'''
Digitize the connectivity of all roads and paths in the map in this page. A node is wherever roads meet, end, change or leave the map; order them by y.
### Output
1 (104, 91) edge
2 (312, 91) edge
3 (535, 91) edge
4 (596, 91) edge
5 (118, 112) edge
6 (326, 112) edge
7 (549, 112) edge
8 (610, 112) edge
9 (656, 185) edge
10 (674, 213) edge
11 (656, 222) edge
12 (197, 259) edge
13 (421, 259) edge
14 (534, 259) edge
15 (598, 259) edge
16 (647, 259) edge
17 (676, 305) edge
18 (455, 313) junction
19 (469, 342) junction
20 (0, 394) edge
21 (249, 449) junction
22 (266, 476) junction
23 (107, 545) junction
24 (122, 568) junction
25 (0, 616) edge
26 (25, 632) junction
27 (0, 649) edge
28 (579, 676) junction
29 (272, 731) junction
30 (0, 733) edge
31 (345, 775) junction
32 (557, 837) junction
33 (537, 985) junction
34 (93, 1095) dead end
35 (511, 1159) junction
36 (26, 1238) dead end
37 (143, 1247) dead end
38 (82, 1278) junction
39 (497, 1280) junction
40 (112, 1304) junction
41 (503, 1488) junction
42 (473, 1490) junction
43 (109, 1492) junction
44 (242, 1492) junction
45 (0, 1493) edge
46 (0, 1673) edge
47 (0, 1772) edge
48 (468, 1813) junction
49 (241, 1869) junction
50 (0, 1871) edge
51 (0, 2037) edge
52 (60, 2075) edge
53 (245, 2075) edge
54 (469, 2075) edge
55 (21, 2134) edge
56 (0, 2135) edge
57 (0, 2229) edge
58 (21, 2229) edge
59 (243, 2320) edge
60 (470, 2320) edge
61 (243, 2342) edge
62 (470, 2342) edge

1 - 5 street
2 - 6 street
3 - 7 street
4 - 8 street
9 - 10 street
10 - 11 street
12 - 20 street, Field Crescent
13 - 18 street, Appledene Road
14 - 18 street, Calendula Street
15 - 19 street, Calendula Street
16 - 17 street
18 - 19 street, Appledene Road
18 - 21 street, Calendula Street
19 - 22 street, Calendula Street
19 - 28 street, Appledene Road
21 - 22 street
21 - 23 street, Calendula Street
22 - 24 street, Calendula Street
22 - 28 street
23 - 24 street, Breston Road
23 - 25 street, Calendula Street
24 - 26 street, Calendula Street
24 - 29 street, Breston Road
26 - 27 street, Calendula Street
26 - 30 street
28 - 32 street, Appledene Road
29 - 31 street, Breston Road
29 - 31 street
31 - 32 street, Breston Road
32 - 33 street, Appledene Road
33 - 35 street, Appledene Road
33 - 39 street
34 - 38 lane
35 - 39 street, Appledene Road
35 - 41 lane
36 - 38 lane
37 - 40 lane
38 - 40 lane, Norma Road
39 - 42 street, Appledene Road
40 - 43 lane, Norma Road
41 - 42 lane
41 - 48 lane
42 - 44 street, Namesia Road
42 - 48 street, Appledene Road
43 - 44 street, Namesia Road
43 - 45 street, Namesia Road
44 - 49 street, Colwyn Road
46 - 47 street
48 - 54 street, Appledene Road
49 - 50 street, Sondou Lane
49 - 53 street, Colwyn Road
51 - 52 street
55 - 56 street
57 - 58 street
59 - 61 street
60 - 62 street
'''
→ **WORK TASK**: Reproduce the whole listing verbatim, leaving every line as it was.

→ **FINAL ANSWER**:
Digitize the connectivity of all roads and paths in the map in this page. A node is wherever roads meet, end, change or leave the map; order them by y.
### Output
1 (104, 91) edge
2 (312, 91) edge
3 (535, 91) edge
4 (596, 91) edge
5 (118, 112) edge
6 (326, 112) edge
7 (549, 112) edge
8 (610, 112) edge
9 (656, 185) edge
10 (674, 213) edge
11 (656, 222) edge
12 (197, 259) edge
13 (421, 259) edge
14 (534, 259) edge
15 (598, 259) edge
16 (647, 259) edge
17 (676, 305) edge
18 (455, 313) junction
19 (469, 342) junction
20 (0, 394) edge
21 (249, 449) junction
22 (266, 476) junction
23 (107, 545) junction
24 (122, 568) junction
25 (0, 616) edge
26 (25, 632) junction
27 (0, 649) edge
28 (579, 676) junction
29 (272, 731) junction
30 (0, 733) edge
31 (345, 775) junction
32 (557, 837) junction
33 (537, 985) junction
34 (93, 1095) dead end
35 (511, 1159) junction
36 (26, 1238) dead end
37 (143, 1247) dead end
38 (82, 1278) junction
39 (497, 1280) junction
40 (112, 1304) junction
41 (503, 1488) junction
42 (473, 1490) junction
43 (109, 1492) junction
44 (242, 1492) junction
45 (0, 1493) edge
46 (0, 1673) edge
47 (0, 1772) edge
48 (468, 1813) junction
49 (241, 1869) junction
50 (0, 1871) edge
51 (0, 2037) edge
52 (60, 2075) edge
53 (245, 2075) edge
54 (469, 2075) edge
55 (21, 2134) edge
56 (0, 2135) edge
57 (0, 2229) edge
58 (21, 2229) edge
59 (243, 2320) edge
60 (470, 2320) edge
61 (243, 2342) edge
62 (470, 2342) edge

1 - 5 street
2 - 6 street
3 - 7 street
4 - 8 street
9 - 10 street
10 - 11 street
12 - 20 street, Field Crescent
13 - 18 street, Appledene Road
14 - 18 street, Calendula Street
15 - 19 street, Calendula Street
16 - 17 street
18 - 19 street, Appledene Road
18 - 21 street, Calendula Street
19 - 22 street, Calendula Street
19 - 28 street, Appledene Road
21 - 22 street
21 - 23 street, Calendula Street
22 - 24 street, Calendula Street
22 - 28 street
23 - 24 street, Breston Road
23 - 25 street, Calendula Street
24 - 26 street, Calendula Street
24 - 29 street, Breston Road
26 - 27 street, Calendula Street
26 - 30 street
28 - 32 street, Appledene Road
29 - 31 street, Breston Road
29 - 31 street
31 - 32 street, Breston Road
32 - 33 street, Appledene Road
33 - 35 street, Appledene Road
33 - 39 street
34 - 38 lane
35 - 39 street, Appledene Road
35 - 41 lane
36 - 38 lane
37 - 40 lane
38 - 40 lane, Norma Road
39 - 42 street, Appledene Road
40 - 43 lane, Norma Road
41 - 42 lane
41 - 48 lane
42 - 44 street, Namesia Road
42 - 48 street, Appledene Road
43 - 44 street, Namesia Road
43 - 45 street, Namesia Road
44 - 49 street, Colwyn Road
46 - 47 street
48 - 54 street, Appledene Road
49 - 50 street, Sondou Lane
49 - 53 street, Colwyn Road
51 - 52 street
55 - 56 street
57 - 58 street
59 - 61 street
60 - 62 street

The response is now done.